For I know that you are powerful
beyond comprehension.
Bring me to a peaceful place
where I can hear the songbirds singing again.
Amen.

Wednesday, July 8, 2009

God is always there

I know that God is always there, because God has never let me down. I have perservered, and now I have an interview with a hospice that will not require that I move. The interview is Friday, the 17th, so please pray for me all my friends. Do NOT pray that I get the job. Pray that if this is the door that God is opening, that God's will WILL be done.

God will be with me now and forever.

Tuesday, July 7, 2009

Just another day

Oh my, what a day. This morning I presented my final evaluation. It's hard, but the last of the seminars in this unit is Thursday. We have nothing but clinical time after that. Then we did all the schedules for August and the first part of September.
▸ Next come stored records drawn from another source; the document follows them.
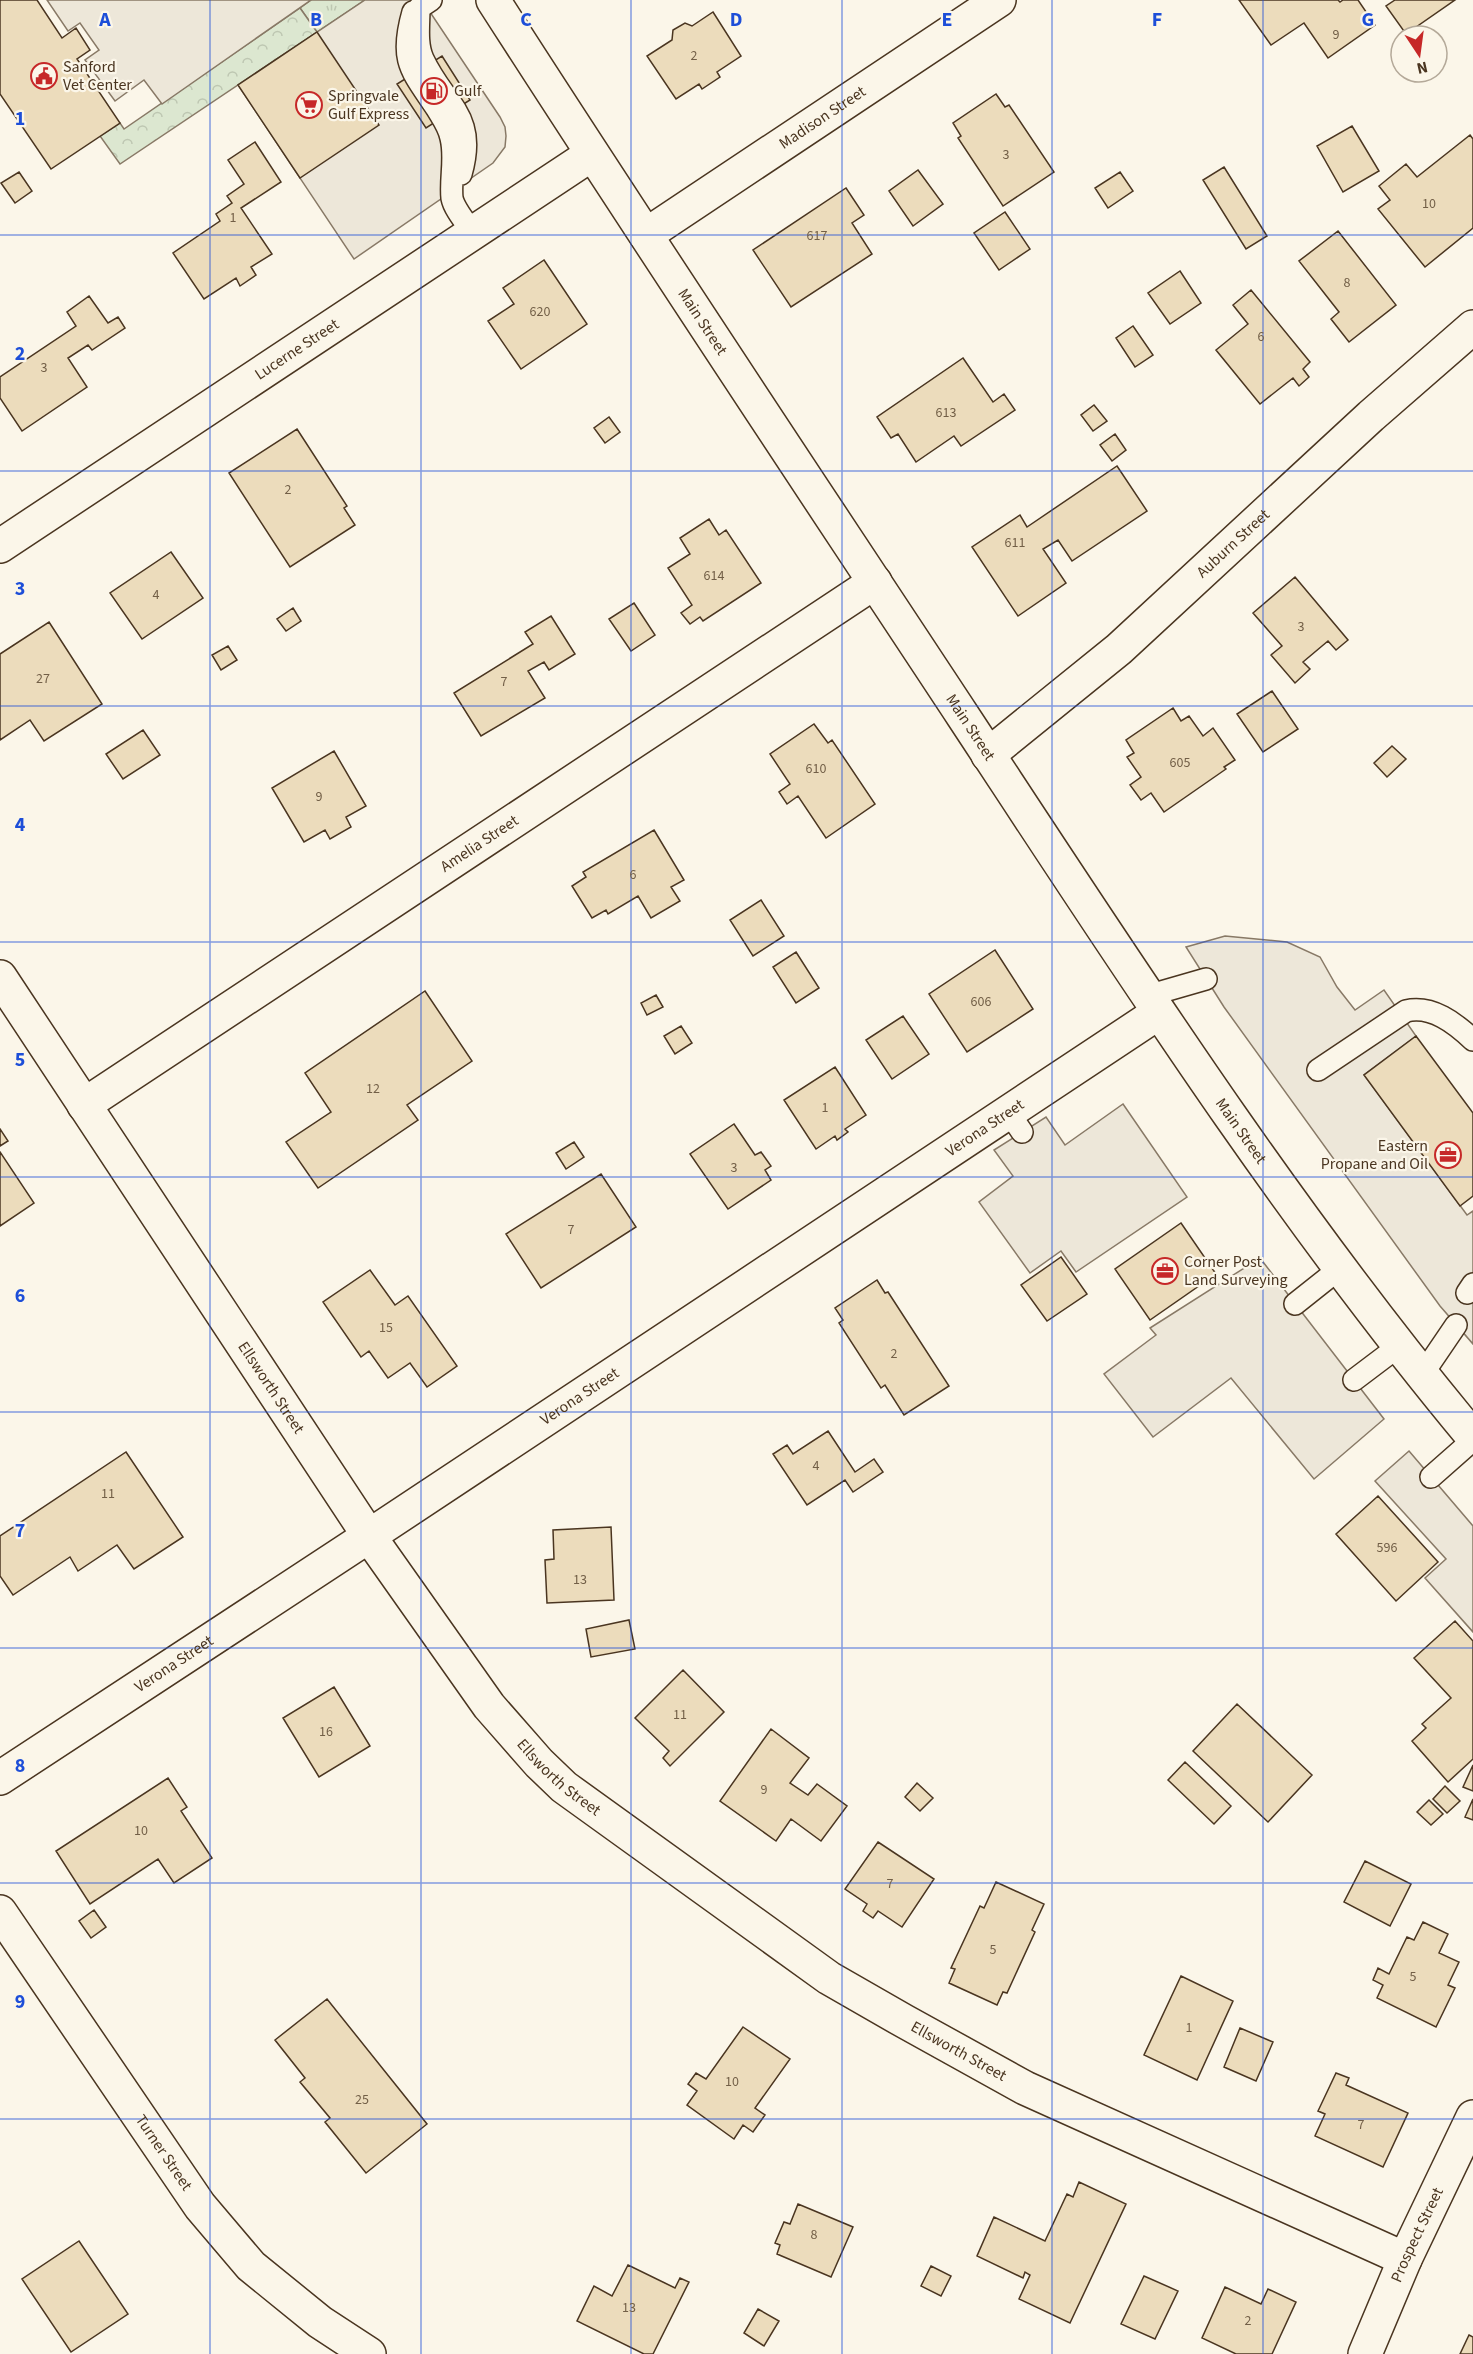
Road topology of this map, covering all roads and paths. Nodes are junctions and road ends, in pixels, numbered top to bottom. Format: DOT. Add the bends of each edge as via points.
graph roads {
  1 [pos="431,0"];
  2 [pos="493,0"];
  3 [pos="999,0"];
  4 [pos="413,12"];
  5 [pos="592,154"];
  6 [pos="452,200"];
  7 [pos="474,233"];
  8 [pos="646,235"];
  9 [pos="1473,327"];
  10 [pos="0,546"];
  11 [pos="875,582"];
  12 [pos="988,755"];
  13 [pos="0,977"];
  14 [pos="1206,979"];
  15 [pos="1153,1004"];
  16 [pos="1473,1040"];
  17 [pos="1318,1070"];
  18 [pos="84,1105"];
  19 [pos="1339,1269"];
  20 [pos="1295,1304"];
  21 [pos="1456,1324"];
  22 [pos="1399,1346"];
  23 [pos="1422,1375"];
  24 [pos="1354,1380"];
  25 [pos="1473,1438"];
  26 [pos="1431,1477"];
  27 [pos="369,1536"];
  28 [pos="0,1778"];
  29 [pos="0,1912"];
  30 [pos="1473,2117"];
  31 [pos="1405,2259"];
  32 [pos="369,2354"];
  33 [pos="1365,2354"];
  1 -- 6 [label="lane" via="419,8 419,45 459,117 467,145"];
  2 -- 5 [label="street, Main Street"];
  3 -- 8 [label="street, Madison Street"];
  4 -- 6 [label="lane" via="407,31 407,56 452,140"];
  5 -- 7 [label="street, Lucerne Street"];
  5 -- 8 [label="street, Main Street"];
  6 -- 7 [label="lane"];
  7 -- 10 [label="street, Lucerne Street"];
  8 -- 11 [label="street, Main Street"];
  9 -- 12 [label="street, Auburn Street" via="1119,649"];
  11 -- 12 [label="street, Main Street"];
  11 -- 18 [label="street, Amelia Street"];
  12 -- 15 [label="street, Main Street"];
  13 -- 18 [label="street, Ellsworth Street"];
  14 -- 15 [label="lane"];
  15 -- 19 [label="street, Main Street"];
  15 -- 27 [label="street, Verona Street" via="1015,1123"];
  16 -- 17 [label="lane" via="1452,1023 1418,1008 1406,1011"];
  18 -- 27 [label="street, Ellsworth Street"];
  19 -- 20 [label="lane"];
  19 -- 22 [label="street, Main Street"];
  21 -- 23 [label="lane"];
  22 -- 23 [label="street, Main Street"];
  22 -- 24 [label="lane"];
  23 -- 25 [label="street, Main Street"];
  25 -- 26 [label="lane"];
  27 -- 28 [label="street, Verona Street"];
  27 -- 31 [label="street, Ellsworth Street" via="489,1706 539,1763 603,1816 829,1978 1025,2088"];
  29 -- 32 [label="street, Turner Street" via="214,2223 251,2266 320,2322"];
  30 -- 31 [label="street, Prospect Street"];
  31 -- 33 [label="street, Prospect Street"];
}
I'm just so tired. There was another death today - a withdrawal of life support. I was there as her granddaughter was holding her hand and crying as she drew her last breath. It was a tender moment. She was a faithful Christian, so the hope for eternal life was there. The nurse was incredible. In all, I was blessed and honored to share in her journey.

One "bite" during my job search, but unless they can make it full time, I might have to pass. I just can't afford to only work part time. It's starting to get a little scary, so prayers are welcome.

Monday, July 6, 2009

More musings

OK, some of you have asked about my grandbaby. Harper Joy just flew by her 9th month and is the world's greatest blessing for her mom and dad (to say nothing of her grandma!) She is now able to stand if she's holding onto something, so I know it won't be long before she is running in a triathalon with her mom or dad. :-)


Here is a picture that was taken back at Thanksgiving. I'm not sure when I will see her again - I have to get my job situation squared away first. I hope that I can see her again soon!!! The summer is getting away from me.






This is a picture of her in her Easter dress.






And just so there is no question about who runs my house and so she won't feel slighted in any way, here is a picture of my Angel.


Sunday, July 5, 2009

Hello all,

A great day!! I spent last night at the hospital on-call, so it was a 24 hour shift. Although the pager was nice to me, the bed sure wasn't and I hardly slept. I got up, responded to an emergency and then left to go to church. Normally I would have just gone home to sleep for a while in my easy chair or my own bed, there was a meeting after church that I was required to attend. It turned out to be a real blessing for me. Since this is first Sunday of the month, of course there was communion, but there was also a scripture and message that spoke to me.

After the service, the commitee that is supporting my quest for ordination met. This was the initial meeting and all of them are just great to work with and very supportive of my goals and understand my fears.

Now for the biggest challenge. Labor day is looming in the not too distant future, and I need a job. I have resumes out, and have an alternative that the committee on Church and Ministry is considering. Please, all my family and friends, pray that God opens that door, and soon!!! I know, I need to pray for patience, so please God, give me patience and GIVE IT TO ME NOW!!!!

God's grace and peace to all.

Saturday, July 4, 2009

God helps those....

As I ponder where I am to serve in ministry, I am once again facing an end to what I am doing now and wondering where God will lead me next. At times like these, I try to "help myself," by listening to God and searching for the open door. There are times when I just wish that God would lay things out for me so that it would reduce my anxiety, but God just does not seem to want to work that way. It is my lesson in patience, and I trust that God will not let me down, just like I have not been let down by God in the past.

My options are searching for jobs with hospice in this area or taking a church as an intirim minister while they complete their search and call process. The latter is in the hands of the Church and Ministry Committee, so it might not be a viable option.

I just pray every day for God to give me the strength to carry on.

To God be the glory, great things God has done!!!